→ **AIM OF THE TASK**
Report every line in the listing below where the string "Costa" shows up.

→ **SOURCE DATA**
++++++

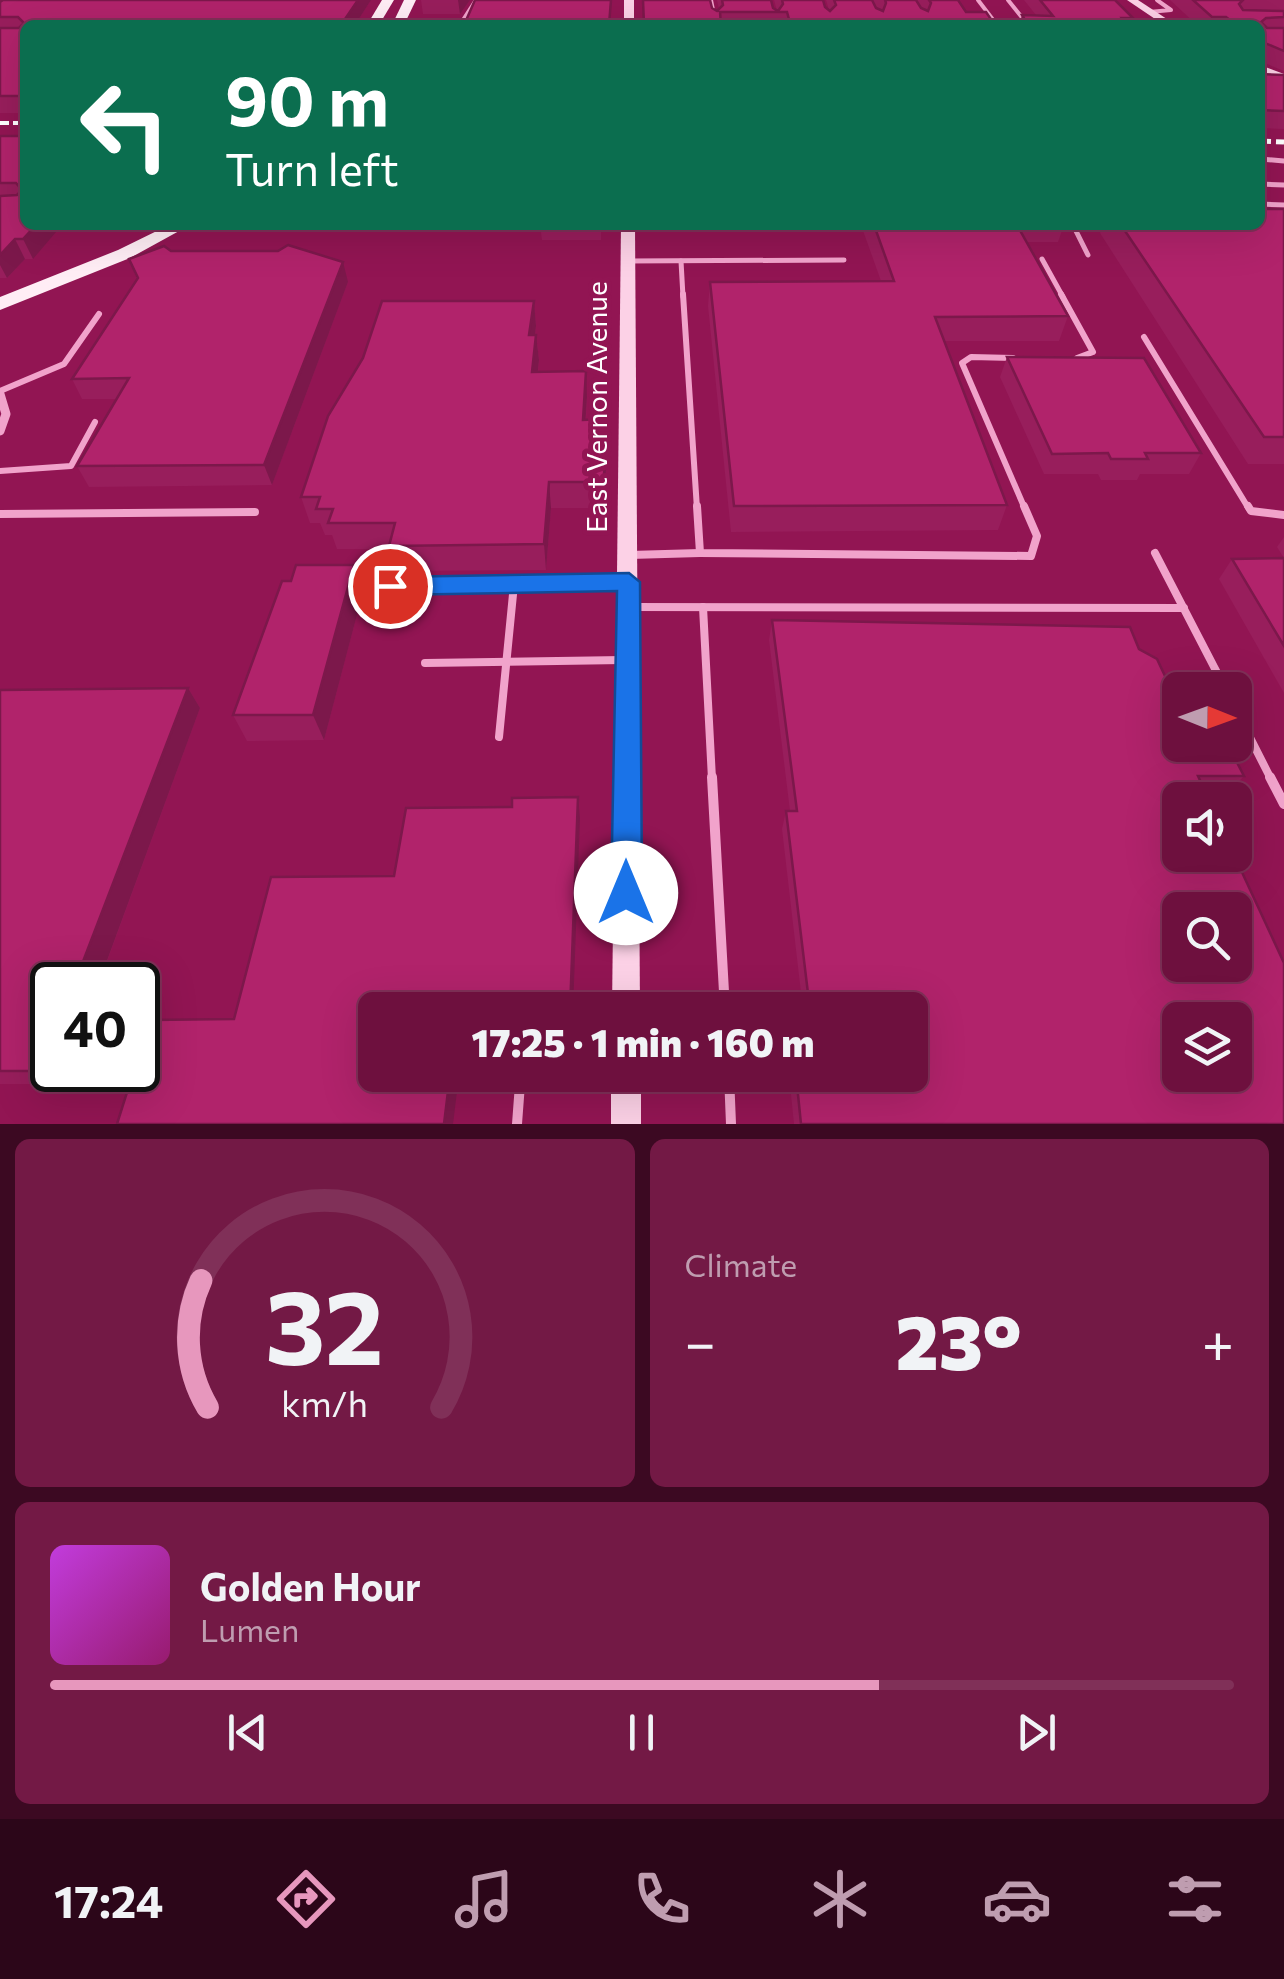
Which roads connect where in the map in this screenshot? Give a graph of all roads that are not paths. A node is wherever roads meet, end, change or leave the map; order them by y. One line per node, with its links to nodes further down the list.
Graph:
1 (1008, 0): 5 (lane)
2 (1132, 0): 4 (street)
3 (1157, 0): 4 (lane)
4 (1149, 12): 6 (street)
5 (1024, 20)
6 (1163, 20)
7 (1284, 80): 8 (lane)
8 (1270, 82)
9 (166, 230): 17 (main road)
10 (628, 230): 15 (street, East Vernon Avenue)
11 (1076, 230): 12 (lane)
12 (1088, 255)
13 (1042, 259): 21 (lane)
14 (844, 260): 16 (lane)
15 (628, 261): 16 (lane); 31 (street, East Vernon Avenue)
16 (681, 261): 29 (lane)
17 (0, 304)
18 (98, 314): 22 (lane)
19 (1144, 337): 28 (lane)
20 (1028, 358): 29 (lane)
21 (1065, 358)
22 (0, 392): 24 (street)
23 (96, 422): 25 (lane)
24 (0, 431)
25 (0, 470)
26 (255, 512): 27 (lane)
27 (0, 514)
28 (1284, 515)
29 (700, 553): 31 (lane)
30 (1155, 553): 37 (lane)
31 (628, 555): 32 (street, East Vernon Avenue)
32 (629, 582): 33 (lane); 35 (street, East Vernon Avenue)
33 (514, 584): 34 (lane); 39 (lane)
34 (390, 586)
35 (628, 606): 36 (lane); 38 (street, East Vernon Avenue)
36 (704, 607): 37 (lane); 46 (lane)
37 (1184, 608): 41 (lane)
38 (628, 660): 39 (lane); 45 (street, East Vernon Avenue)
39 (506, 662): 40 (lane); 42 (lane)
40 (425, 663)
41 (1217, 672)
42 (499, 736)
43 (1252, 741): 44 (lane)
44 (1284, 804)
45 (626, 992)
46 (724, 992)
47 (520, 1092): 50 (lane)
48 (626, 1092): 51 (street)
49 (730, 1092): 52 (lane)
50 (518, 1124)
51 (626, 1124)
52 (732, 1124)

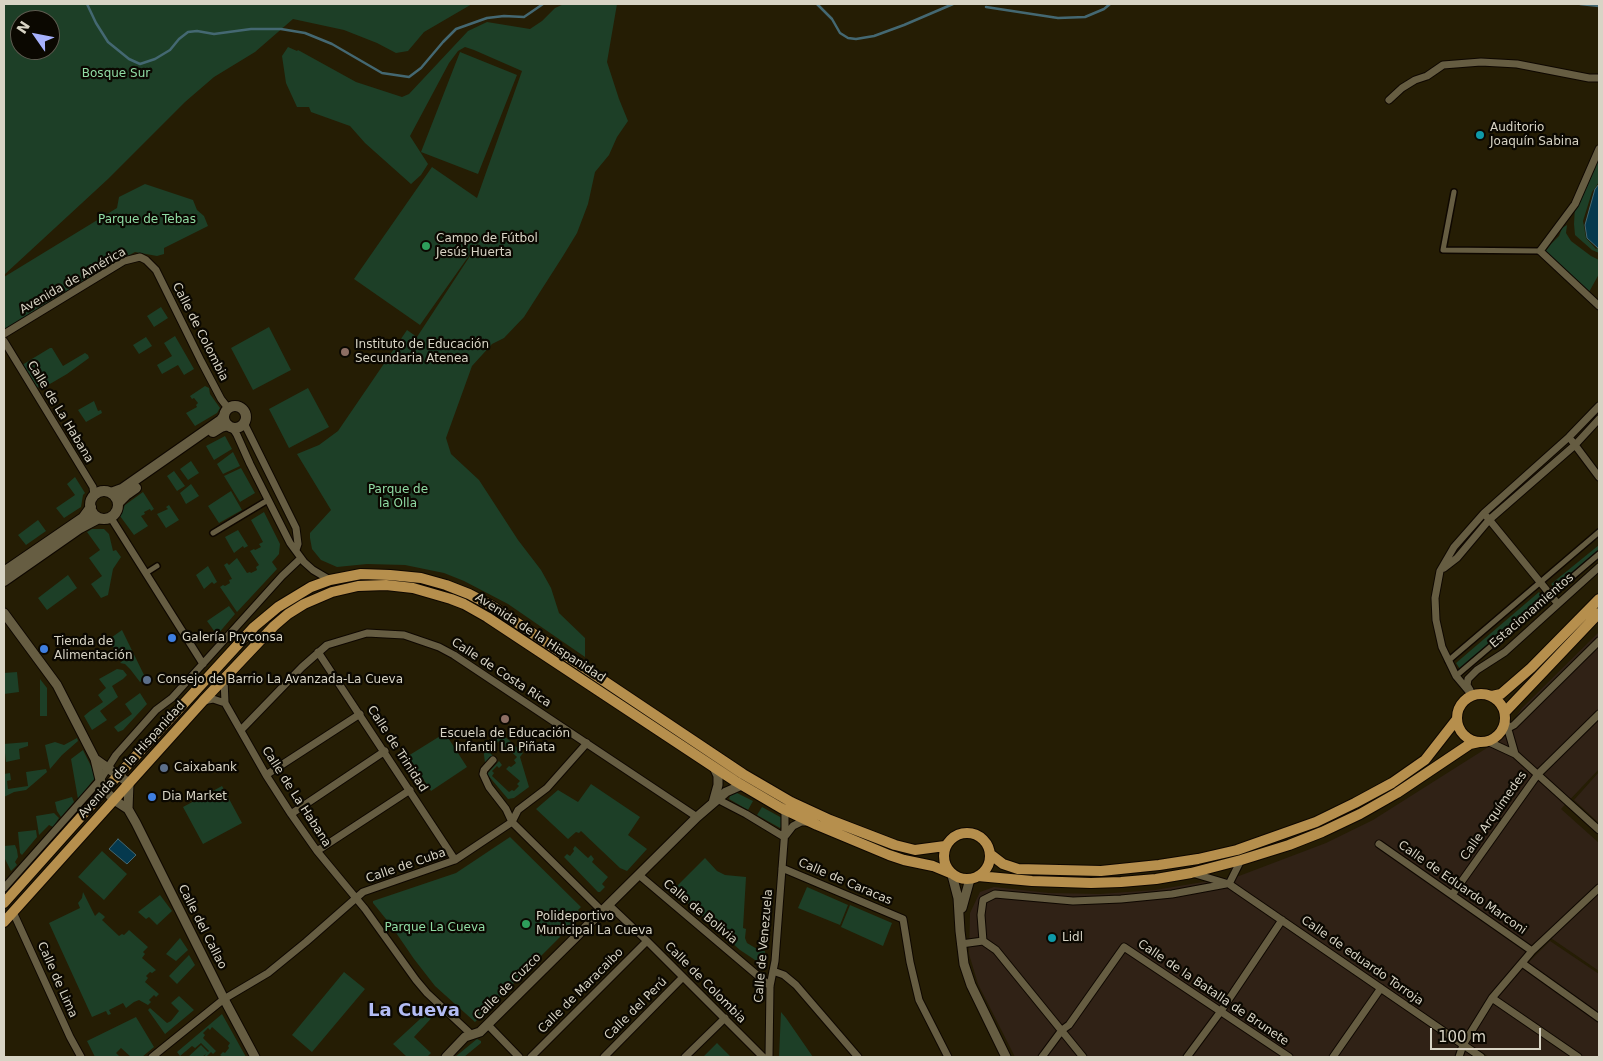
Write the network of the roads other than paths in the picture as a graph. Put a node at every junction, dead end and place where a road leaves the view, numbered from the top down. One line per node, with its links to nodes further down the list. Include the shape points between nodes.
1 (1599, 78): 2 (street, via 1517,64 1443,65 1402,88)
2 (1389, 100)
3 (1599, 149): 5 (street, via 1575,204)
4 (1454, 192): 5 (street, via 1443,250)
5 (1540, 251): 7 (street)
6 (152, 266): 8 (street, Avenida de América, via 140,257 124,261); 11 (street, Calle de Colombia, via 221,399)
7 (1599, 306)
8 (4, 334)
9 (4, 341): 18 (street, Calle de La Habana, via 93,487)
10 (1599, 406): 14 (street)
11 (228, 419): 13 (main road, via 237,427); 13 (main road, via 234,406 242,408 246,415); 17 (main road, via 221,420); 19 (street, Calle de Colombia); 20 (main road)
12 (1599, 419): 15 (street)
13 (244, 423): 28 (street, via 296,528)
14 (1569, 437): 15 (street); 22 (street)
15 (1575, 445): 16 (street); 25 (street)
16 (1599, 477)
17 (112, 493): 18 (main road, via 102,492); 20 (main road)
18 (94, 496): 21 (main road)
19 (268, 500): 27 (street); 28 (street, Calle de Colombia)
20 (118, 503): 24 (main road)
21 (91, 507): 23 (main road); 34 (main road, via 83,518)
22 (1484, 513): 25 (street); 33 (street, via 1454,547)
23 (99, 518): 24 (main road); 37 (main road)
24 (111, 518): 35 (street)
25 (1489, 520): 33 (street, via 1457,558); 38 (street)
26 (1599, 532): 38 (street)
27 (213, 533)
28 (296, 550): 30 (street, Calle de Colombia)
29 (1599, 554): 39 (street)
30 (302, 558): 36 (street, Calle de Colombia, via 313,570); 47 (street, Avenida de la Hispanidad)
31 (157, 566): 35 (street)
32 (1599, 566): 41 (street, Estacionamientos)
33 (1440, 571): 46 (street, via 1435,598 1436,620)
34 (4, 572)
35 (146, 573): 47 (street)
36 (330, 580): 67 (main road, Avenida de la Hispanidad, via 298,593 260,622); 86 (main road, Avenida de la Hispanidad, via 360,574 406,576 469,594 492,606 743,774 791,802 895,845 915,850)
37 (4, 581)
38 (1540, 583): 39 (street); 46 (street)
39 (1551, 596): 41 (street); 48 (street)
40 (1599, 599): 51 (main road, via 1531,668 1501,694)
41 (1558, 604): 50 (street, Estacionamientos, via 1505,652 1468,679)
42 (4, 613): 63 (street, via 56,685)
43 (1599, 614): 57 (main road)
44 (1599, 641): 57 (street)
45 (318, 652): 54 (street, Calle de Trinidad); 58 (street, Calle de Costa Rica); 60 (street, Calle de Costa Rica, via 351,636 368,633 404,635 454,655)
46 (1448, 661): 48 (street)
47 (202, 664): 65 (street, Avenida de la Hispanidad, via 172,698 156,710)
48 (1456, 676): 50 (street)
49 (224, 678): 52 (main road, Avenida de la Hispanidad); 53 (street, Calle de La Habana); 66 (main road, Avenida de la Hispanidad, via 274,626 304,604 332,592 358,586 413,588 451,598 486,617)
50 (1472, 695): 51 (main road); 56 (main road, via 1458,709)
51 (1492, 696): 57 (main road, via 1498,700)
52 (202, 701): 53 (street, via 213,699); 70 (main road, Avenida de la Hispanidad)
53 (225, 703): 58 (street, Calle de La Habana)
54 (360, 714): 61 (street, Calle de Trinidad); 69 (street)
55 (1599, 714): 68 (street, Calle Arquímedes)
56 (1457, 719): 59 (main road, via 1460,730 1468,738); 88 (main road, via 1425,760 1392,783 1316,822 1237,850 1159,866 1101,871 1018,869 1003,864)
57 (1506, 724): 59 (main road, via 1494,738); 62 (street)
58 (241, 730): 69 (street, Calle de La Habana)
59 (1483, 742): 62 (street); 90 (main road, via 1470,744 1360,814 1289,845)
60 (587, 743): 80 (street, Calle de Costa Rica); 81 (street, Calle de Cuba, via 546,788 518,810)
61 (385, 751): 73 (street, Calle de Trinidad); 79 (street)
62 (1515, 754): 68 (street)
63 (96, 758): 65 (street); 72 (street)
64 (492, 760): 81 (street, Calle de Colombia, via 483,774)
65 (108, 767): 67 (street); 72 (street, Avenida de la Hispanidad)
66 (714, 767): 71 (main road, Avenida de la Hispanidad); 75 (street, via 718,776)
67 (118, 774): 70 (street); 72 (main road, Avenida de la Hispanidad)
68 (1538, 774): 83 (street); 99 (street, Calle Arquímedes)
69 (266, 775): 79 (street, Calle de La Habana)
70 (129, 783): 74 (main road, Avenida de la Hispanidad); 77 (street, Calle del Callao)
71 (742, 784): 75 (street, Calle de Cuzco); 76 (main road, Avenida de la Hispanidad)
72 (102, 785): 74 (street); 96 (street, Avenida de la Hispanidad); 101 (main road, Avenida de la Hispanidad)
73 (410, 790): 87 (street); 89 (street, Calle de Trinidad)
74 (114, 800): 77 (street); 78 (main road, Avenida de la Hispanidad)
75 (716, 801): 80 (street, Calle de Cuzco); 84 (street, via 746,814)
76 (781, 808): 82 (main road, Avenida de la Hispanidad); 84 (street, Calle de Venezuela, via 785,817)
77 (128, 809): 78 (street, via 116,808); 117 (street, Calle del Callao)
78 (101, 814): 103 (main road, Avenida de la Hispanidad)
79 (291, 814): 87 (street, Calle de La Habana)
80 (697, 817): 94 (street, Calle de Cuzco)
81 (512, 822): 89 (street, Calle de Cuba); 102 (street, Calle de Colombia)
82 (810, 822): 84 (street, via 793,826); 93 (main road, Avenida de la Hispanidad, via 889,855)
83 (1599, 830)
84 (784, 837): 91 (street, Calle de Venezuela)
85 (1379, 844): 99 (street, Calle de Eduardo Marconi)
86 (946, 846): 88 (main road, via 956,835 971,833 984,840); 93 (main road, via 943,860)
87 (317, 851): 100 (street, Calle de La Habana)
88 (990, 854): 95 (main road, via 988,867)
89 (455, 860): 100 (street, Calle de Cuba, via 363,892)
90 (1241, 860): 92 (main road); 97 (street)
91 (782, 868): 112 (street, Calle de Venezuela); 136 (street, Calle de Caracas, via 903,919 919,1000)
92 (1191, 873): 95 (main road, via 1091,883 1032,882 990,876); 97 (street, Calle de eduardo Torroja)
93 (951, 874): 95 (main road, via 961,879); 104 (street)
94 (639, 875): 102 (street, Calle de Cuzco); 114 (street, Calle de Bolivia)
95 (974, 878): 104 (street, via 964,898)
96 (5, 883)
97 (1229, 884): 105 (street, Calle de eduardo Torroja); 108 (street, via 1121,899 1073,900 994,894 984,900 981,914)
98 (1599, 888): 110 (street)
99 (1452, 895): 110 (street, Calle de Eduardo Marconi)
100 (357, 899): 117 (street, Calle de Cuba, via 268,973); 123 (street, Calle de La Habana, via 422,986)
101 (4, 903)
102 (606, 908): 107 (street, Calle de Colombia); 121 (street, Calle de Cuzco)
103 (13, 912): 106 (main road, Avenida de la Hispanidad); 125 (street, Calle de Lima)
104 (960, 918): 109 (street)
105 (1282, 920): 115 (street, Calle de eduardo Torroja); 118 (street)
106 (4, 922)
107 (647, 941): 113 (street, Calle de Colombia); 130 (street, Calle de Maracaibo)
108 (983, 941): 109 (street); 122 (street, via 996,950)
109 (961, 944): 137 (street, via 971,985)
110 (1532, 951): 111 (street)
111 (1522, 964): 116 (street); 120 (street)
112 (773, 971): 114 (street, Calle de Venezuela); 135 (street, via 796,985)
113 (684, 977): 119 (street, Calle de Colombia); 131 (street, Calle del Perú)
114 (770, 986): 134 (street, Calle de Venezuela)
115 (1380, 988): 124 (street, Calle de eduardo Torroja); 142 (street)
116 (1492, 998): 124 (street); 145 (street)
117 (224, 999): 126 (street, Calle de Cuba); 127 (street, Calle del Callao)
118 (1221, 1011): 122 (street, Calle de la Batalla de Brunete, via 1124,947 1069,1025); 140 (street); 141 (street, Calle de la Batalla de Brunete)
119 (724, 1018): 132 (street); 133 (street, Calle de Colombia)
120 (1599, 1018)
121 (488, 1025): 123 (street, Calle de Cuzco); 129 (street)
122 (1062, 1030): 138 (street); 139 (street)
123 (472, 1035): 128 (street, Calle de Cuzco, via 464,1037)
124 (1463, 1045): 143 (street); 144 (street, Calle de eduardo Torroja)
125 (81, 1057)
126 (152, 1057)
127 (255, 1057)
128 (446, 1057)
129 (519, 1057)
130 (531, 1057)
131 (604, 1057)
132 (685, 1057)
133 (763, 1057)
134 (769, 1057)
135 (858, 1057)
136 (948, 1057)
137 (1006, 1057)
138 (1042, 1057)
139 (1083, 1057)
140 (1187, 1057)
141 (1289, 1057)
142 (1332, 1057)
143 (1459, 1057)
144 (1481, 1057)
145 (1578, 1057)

++++++

→ **YOUR SOLUTION**
45 (318, 652): 54 (street, Calle de Trinidad); 58 (street, Calle de Costa Rica); 60 (street, Calle de Costa Rica, via 351,636 368,633 404,635 454,655)
60 (587, 743): 80 (street, Calle de Costa Rica); 81 (street, Calle de Cuba, via 546,788 518,810)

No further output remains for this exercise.